ONE OF THE DWINDLING number of things I can do better than a young person is be nostalgic. I can beat any Millennial hands-down in an “I-can-remember” competition (unless the competition includes questions like, “Where did you leave your car?” … “What year is this?” … “When is your wedding anniversary?”). So, I enjoy talking about the good-old-days as much as the next person. (I’ve actually just checked with the next person, and he says I enjoy it considerably more than him).
However, I am totally convinced the modern world is way better now, in just about every respect, than it was in decades gone by.
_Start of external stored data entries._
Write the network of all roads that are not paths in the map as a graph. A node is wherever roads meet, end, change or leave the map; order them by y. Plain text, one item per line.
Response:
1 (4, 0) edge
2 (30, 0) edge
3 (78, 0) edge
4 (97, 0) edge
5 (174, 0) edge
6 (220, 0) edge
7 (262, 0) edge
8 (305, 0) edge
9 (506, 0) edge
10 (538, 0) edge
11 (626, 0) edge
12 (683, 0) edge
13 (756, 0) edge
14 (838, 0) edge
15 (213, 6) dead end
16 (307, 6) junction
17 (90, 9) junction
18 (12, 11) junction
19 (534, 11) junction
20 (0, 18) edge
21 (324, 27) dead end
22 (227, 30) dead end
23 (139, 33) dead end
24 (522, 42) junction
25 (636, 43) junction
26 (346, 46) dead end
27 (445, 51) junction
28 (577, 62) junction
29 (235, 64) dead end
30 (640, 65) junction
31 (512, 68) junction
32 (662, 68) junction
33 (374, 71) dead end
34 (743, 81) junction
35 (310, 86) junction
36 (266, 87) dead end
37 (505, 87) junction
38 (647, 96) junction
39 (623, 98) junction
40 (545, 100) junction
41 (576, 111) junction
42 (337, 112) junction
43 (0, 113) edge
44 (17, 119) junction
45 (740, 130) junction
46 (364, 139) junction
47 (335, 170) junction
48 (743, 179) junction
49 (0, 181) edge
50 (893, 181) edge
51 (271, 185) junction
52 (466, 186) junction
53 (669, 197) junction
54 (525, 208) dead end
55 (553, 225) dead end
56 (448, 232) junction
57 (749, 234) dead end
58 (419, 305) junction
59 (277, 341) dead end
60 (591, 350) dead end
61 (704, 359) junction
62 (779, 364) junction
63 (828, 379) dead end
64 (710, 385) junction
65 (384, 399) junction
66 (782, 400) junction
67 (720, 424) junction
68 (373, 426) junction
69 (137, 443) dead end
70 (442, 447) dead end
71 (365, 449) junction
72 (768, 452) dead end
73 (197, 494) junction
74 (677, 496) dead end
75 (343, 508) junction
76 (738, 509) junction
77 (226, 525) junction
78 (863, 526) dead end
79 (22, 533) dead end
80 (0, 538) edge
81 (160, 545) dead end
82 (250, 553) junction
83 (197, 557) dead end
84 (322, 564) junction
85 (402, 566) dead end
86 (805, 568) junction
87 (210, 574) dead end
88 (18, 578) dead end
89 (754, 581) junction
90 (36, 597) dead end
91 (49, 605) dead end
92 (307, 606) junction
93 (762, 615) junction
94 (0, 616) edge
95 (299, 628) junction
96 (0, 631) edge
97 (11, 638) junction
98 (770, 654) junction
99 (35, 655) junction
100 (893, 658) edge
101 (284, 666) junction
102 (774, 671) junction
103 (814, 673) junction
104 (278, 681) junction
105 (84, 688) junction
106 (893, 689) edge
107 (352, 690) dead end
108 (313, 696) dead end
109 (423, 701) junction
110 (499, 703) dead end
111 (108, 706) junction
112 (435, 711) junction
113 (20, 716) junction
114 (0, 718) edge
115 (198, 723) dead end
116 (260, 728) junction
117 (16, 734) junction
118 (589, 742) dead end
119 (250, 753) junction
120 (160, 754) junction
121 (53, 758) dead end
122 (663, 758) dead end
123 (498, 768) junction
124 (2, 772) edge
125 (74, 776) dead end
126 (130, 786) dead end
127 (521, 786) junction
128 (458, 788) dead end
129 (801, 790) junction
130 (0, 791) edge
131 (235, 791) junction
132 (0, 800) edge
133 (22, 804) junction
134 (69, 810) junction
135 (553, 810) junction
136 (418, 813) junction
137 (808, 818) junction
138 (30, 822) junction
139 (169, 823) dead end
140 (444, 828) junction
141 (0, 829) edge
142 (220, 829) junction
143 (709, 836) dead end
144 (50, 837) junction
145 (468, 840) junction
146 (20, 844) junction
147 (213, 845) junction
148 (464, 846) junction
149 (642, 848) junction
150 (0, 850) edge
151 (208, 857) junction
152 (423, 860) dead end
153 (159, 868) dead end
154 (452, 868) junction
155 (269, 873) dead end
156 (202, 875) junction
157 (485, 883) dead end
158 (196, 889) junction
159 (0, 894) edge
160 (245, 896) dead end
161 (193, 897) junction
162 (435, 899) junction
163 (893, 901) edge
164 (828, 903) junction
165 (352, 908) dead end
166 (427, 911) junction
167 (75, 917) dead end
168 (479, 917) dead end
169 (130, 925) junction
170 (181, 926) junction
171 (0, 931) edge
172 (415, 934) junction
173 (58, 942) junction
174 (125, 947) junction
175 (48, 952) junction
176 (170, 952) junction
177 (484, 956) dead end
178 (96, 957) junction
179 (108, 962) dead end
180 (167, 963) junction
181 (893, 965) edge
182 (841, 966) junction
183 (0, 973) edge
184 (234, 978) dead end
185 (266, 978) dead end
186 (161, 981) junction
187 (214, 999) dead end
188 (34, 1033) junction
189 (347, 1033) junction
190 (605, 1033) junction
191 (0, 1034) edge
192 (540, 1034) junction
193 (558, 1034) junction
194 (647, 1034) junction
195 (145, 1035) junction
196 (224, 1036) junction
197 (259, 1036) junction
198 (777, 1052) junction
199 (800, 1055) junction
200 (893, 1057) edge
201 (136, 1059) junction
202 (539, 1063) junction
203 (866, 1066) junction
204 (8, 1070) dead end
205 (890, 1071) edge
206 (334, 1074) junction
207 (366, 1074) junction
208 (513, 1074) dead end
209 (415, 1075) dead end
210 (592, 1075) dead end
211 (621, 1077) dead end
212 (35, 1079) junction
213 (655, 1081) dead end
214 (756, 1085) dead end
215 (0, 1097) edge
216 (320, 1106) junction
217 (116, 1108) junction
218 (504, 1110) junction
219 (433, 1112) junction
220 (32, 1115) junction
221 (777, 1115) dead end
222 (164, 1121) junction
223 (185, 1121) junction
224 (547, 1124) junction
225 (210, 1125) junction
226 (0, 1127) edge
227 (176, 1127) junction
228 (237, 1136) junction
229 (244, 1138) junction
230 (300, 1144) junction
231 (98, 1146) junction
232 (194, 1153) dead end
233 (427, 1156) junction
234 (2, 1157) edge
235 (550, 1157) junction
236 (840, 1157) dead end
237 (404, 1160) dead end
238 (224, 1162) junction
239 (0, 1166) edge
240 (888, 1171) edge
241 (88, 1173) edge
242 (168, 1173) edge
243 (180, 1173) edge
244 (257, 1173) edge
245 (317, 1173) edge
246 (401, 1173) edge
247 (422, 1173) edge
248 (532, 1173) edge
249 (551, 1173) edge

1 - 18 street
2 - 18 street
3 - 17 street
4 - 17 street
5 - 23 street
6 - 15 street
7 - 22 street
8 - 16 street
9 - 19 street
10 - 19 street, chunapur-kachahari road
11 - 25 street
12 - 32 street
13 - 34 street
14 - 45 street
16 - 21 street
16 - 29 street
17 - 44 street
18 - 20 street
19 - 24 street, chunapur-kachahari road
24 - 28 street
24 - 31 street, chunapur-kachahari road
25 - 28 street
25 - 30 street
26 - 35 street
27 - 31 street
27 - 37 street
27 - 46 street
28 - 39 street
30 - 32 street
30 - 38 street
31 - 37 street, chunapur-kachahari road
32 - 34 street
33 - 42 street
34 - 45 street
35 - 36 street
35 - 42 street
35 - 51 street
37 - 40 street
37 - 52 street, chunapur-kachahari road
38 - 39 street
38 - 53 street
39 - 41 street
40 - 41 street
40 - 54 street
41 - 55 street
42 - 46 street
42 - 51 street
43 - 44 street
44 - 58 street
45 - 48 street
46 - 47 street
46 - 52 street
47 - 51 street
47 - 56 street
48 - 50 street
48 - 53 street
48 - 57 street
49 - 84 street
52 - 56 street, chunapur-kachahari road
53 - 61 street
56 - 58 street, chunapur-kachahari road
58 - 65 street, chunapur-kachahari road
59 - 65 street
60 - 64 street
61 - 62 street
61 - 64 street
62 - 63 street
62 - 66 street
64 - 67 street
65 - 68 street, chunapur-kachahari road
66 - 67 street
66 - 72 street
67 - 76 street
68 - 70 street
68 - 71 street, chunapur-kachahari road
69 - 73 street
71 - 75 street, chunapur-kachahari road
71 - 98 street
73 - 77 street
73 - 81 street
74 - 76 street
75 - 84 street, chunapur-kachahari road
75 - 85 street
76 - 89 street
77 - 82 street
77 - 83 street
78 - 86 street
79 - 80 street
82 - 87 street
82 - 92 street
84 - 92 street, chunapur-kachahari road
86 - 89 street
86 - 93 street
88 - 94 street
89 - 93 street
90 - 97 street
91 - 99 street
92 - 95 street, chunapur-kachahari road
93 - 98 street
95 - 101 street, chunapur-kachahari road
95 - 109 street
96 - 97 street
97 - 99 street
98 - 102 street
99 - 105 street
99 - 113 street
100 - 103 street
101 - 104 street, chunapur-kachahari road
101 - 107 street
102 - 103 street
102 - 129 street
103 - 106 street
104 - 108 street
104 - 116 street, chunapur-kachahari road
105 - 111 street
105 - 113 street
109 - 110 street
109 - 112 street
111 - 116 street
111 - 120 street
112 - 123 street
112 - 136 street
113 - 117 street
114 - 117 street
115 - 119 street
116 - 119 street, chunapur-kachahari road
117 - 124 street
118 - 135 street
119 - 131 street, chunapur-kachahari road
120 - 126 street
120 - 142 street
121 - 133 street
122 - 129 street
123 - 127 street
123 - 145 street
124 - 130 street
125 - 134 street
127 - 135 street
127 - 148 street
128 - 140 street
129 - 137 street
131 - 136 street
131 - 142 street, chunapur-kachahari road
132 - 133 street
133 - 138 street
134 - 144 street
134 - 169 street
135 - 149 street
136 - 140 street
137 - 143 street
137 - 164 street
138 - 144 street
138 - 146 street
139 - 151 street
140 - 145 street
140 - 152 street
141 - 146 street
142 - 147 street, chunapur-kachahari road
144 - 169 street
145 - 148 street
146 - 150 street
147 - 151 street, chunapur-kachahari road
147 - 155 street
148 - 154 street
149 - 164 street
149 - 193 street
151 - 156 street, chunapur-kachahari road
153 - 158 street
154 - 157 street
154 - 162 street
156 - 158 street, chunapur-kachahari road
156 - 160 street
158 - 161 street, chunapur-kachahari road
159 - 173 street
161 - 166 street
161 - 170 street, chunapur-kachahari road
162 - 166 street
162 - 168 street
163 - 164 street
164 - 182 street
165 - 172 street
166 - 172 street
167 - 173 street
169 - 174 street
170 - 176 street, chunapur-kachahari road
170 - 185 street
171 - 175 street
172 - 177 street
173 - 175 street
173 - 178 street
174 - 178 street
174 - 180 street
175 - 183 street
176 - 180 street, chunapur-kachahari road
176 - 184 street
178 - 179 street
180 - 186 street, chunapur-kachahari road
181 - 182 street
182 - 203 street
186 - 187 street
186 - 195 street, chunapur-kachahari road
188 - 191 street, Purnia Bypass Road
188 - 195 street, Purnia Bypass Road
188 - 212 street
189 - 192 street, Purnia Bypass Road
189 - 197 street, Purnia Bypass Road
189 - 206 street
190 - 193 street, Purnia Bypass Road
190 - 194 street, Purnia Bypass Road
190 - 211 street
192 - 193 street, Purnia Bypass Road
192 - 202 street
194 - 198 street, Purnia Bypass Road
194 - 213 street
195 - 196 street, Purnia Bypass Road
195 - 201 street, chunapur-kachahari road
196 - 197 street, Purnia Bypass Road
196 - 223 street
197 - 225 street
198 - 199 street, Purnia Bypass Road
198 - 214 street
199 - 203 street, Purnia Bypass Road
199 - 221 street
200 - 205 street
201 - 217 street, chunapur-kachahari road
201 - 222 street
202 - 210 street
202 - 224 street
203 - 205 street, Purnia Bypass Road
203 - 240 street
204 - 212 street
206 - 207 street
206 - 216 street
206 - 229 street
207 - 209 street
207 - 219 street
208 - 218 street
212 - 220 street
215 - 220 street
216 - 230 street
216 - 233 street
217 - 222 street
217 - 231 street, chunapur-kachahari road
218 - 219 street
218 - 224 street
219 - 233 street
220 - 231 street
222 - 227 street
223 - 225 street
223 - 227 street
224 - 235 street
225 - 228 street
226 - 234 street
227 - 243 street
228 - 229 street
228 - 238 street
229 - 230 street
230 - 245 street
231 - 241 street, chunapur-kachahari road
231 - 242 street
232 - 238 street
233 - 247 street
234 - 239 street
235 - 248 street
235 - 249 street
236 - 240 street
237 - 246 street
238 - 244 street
I feel like a bit of a traitor to my fellow Baby Boomers who love telling you that parents/school/workers/weather/music/TV etc were all better back in their day … because I disagree!
For example: if you get a bunch of blokes my age together (in, say, a urologist’s waiting room), a fond topic of conversation is the cars we used to have. Their old Cortinas and Vanguards glow in their memories better than Turtle Wax could ever make them. Although the truth is, they were awful!
I love modern cars. In just about every way, motoring today is so much better than it was in the days of my youth. But nostalgia doesn’t work like that …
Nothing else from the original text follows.